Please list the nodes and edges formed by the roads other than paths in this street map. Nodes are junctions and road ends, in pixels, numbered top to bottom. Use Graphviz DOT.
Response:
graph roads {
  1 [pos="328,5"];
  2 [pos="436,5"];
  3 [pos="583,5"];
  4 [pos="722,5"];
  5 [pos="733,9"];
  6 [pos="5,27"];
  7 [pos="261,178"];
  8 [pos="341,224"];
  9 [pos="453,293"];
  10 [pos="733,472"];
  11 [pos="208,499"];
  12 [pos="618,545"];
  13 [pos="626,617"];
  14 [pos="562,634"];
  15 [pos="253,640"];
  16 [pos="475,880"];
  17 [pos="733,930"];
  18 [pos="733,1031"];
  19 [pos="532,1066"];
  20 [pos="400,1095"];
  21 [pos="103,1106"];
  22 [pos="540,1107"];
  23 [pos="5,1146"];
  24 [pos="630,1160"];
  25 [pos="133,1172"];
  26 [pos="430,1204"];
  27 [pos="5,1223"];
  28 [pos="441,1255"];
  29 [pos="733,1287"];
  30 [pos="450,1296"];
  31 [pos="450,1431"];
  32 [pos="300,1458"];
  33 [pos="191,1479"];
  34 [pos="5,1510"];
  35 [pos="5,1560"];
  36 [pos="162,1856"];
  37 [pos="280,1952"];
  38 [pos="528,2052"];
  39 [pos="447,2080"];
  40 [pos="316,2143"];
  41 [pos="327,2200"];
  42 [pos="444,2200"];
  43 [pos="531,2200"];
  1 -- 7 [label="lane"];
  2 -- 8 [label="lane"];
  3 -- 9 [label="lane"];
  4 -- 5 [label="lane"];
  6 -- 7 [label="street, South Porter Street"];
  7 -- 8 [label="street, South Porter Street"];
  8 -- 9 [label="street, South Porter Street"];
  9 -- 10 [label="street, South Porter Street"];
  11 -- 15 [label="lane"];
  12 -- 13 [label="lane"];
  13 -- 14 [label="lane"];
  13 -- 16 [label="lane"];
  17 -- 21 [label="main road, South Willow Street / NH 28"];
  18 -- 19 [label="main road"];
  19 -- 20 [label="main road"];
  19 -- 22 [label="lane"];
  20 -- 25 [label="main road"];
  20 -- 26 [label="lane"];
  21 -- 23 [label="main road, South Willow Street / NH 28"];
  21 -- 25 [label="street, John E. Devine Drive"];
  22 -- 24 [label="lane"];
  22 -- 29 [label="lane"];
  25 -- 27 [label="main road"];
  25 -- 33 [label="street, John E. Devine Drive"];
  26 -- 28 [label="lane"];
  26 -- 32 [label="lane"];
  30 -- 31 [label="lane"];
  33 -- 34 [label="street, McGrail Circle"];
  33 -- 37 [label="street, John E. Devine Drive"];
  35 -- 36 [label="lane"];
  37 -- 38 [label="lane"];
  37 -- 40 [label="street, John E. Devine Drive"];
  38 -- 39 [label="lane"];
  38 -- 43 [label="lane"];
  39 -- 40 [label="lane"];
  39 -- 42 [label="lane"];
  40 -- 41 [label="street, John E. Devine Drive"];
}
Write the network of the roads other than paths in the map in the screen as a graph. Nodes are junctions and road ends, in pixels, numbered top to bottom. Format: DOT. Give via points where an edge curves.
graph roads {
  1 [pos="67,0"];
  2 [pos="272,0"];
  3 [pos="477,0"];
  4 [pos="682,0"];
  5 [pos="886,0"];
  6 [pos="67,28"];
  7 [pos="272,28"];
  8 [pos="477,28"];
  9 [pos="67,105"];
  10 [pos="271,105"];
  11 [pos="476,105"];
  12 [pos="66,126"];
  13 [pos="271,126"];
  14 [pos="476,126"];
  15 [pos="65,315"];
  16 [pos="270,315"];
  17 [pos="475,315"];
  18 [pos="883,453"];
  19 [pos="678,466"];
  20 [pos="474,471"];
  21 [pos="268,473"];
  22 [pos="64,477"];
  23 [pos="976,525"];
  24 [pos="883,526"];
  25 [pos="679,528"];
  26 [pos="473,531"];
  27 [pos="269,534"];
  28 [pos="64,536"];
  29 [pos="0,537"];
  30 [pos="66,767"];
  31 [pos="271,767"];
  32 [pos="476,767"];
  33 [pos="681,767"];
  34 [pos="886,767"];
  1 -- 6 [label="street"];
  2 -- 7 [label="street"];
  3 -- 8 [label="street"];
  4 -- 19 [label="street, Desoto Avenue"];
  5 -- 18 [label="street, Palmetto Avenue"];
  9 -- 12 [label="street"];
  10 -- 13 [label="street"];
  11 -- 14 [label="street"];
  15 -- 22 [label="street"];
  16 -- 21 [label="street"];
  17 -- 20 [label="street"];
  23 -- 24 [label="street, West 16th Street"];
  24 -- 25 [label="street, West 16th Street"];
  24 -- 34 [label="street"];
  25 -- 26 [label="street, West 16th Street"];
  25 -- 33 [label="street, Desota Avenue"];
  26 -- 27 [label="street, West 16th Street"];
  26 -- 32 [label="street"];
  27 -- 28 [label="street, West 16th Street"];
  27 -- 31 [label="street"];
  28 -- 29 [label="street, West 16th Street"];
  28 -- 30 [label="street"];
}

....

What the task asks.
In the material above, report how many lines hold the word "Porter", and add nothing to the figure.

Answer to the problem.
4